Just then an image of her father's smiling face danced through her mind.
Playing pirate queen again, Jamie, me luv? She heard the words as clearly as if he were standing next to her. She was five years old again, standing defiantly on the prow of her father's offshore racing boat with a cardboard sword in her hand and a red rag tied around her head. She commandeered the sleek vessel as would any good pirate queen worth her gold doubloons.
Jamie bent down and sifted her hands through the silk masks, feathers, and beads. "No pirate queens here," she murmured. "Not anymore. I'm all grown up now, Daddy. Promise."
She started to pull her hand free, intent on closing the lid, wishing she could shut out the memories as easily. But she paused when her fingers brushed against something hard and leathery. Digging back into the pile with both hands, she grabbed what had to be a basket hilt to a sword.

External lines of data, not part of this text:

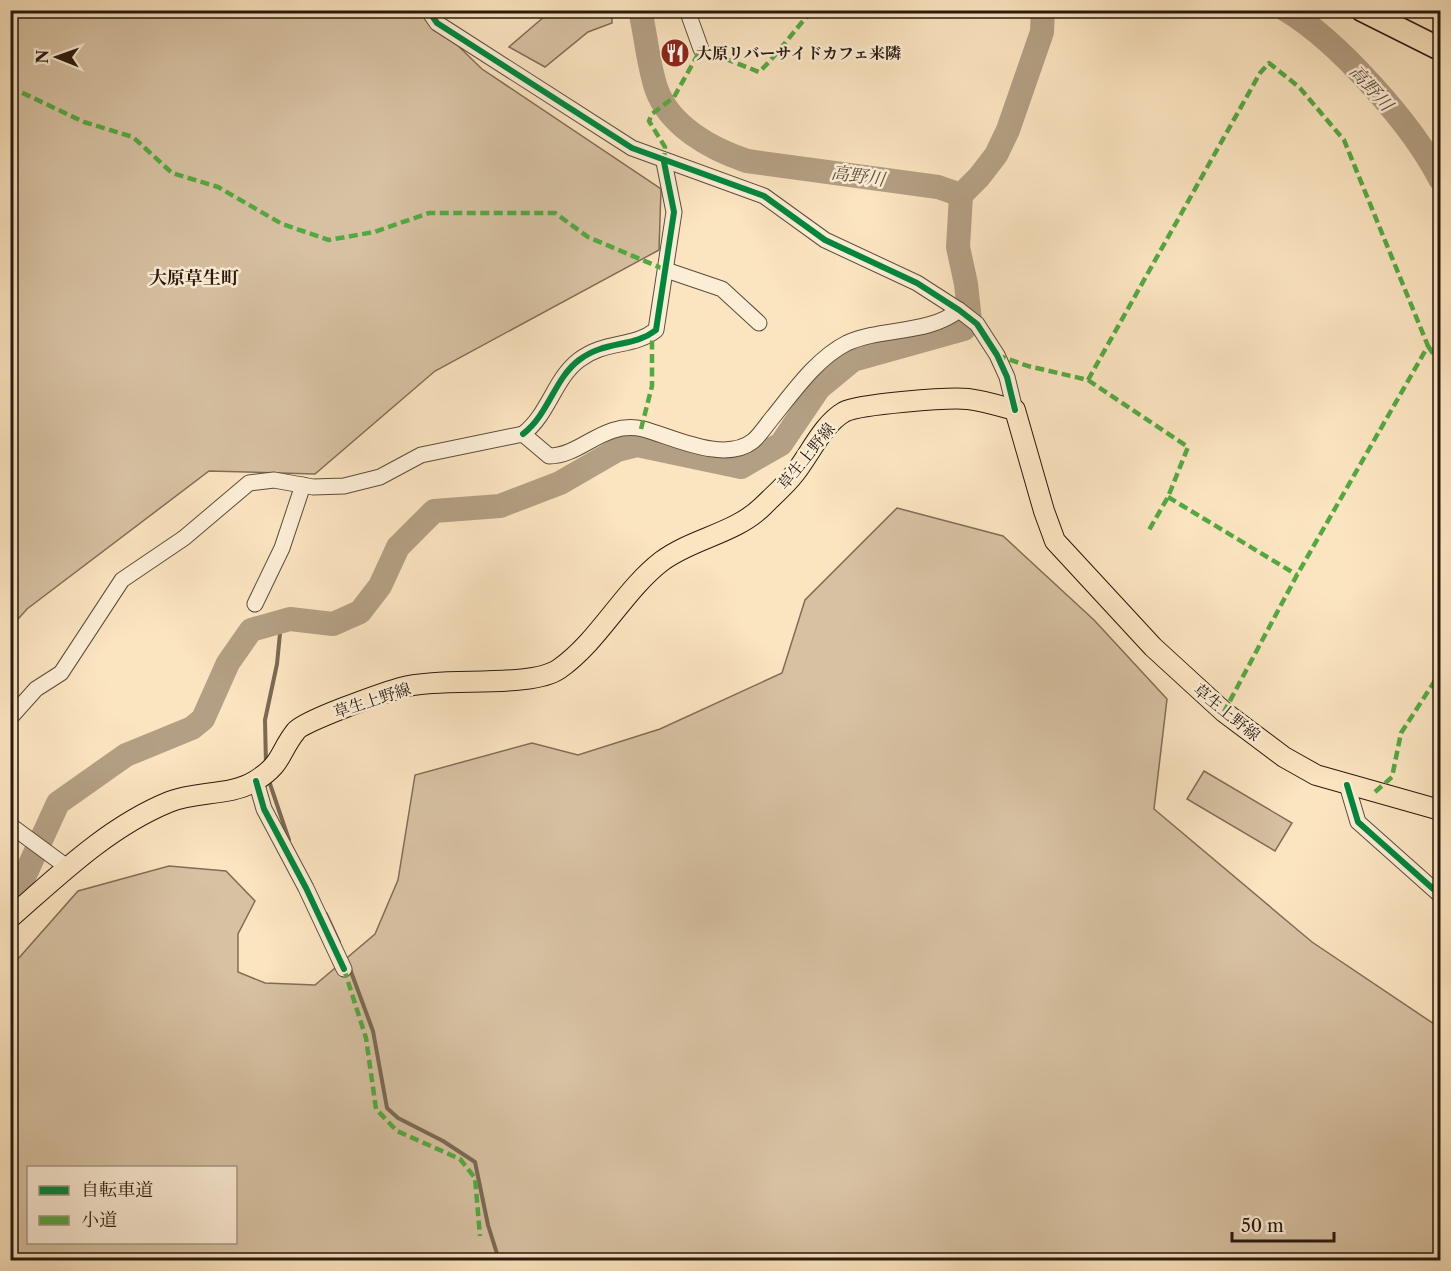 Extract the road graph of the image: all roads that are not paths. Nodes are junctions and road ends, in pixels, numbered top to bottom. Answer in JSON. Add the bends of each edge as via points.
{"nodes":[{"id":1,"x":428,"y":10,"type":"edge"},
{"id":2,"x":687,"y":10,"type":"edge"},
{"id":3,"x":1362,"y":10,"type":"edge"},
{"id":4,"x":701,"y":49,"type":"dead end"},
{"id":5,"x":1440,"y":50,"type":"edge"},
{"id":6,"x":664,"y":162,"type":"junction"},
{"id":7,"x":666,"y":270,"type":"junction"},
{"id":8,"x":959,"y":310,"type":"junction"},
{"id":9,"x":759,"y":323,"type":"dead end"},
{"id":10,"x":1015,"y":410,"type":"junction"},
{"id":11,"x":523,"y":434,"type":"junction"},
{"id":12,"x":303,"y":485,"type":"junction"},
{"id":13,"x":255,"y":604,"type":"dead end"},
{"id":14,"x":10,"y":718,"type":"edge"},
{"id":15,"x":256,"y":781,"type":"junction"},
{"id":16,"x":1347,"y":785,"type":"junction"},
{"id":17,"x":1440,"y":810,"type":"edge"},
{"id":18,"x":10,"y":825,"type":"edge"},
{"id":19,"x":67,"y":867,"type":"junction"},
{"id":20,"x":1440,"y":895,"type":"edge"},
{"id":21,"x":10,"y":918,"type":"edge"},
{"id":22,"x":344,"y":969,"type":"dead end"}],
"edges":[{"from":1,"to":6,"type":"street","via":[[437,23],[610,135]]},
{"from":2,"to":4,"type":"street"},
{"from":3,"to":5,"type":"highway"},
{"from":6,"to":7,"type":"street","via":[[674,212]]},
{"from":6,"to":8,"type":"street","via":[[764,196],[825,240],[916,283]]},
{"from":7,"to":9,"type":"street","via":[[722,289]]},
{"from":7,"to":11,"type":"street","via":[[656,330],[646,338],[598,347],[577,361],[534,426]]},
{"from":8,"to":10,"type":"street","via":[[977,324],[1007,377]]},
{"from":8,"to":11,"type":"street","via":[[947,320],[864,335],[836,349],[752,442],[731,449],[703,448],[641,429],[616,430],[591,438],[564,456],[549,456]]},
{"from":10,"to":15,"type":"main road","name":"草生上野線","via":[[966,399],[870,406],[844,412],[759,510],[663,561],[557,670],[525,679],[407,686],[312,719],[295,732],[276,766]]},
{"from":10,"to":16,"type":"main road","name":"草生上野線","via":[[1055,541],[1074,563],[1153,647],[1224,712],[1284,757],[1316,775]]},
{"from":11,"to":12,"type":"street","via":[[421,455],[380,477],[344,486]]},
{"from":12,"to":13,"type":"street","via":[[282,548]]},
{"from":12,"to":14,"type":"street","via":[[274,480],[249,483],[184,538],[122,580],[61,673],[36,689]]},
{"from":15,"to":19,"type":"main road","name":"草生上野線","via":[[243,788],[170,801],[78,856]]},
{"from":15,"to":22,"type":"street","via":[[264,809]]},
{"from":16,"to":17,"type":"main road","name":"草生上野線"},
{"from":16,"to":20,"type":"street","via":[[1358,822]]},
{"from":18,"to":19,"type":"street"},
{"from":19,"to":21,"type":"main road","name":"草生上野線"}]}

She drew the scabbard and sword free, quickly disentangling the beads and feathers from it.
This was no Mardi Gras prop. It was heavy. And old. Old and very real. She straightened and shifted it from hand to hand. The weight of it balanced nicely. She wondered why something so valuable would be buried in an old trunk of Mardi Gras junk.
She'd never met Edgar Santini, the man who owned this exclusive corner of Royal Street real estate up until his death. She knew that he hadn't lived in the house in decades but that the place had been rented off and on. More off recently, she thought, since her friend Ree Ann had taken over possession of the unoccupied building. Mr. Santini had left it to Ree in his will. Jamie supposed the sword could have belonged to any one of the previous tenants.
Jamie looked closely at the scabbard and the hilt. She couldn't imagine forgetting she owned something like this. Grabbing the corner of an old blanket, she rubbed at the silver and ivory handle, which had a gorgeous scrolled pattern engraved on it. If this was a reproduction, someone had gone to great lengths to make it look like an original. But she was betting this was no repro. Jamie knew her eighteenth-century weapons. An offshoot of her obsession with studying ancient seafaring vessels -- pirate ships in particular. But when a kid grows up on a boat, that's a normal obsession, right? She was pretty certain it had to be.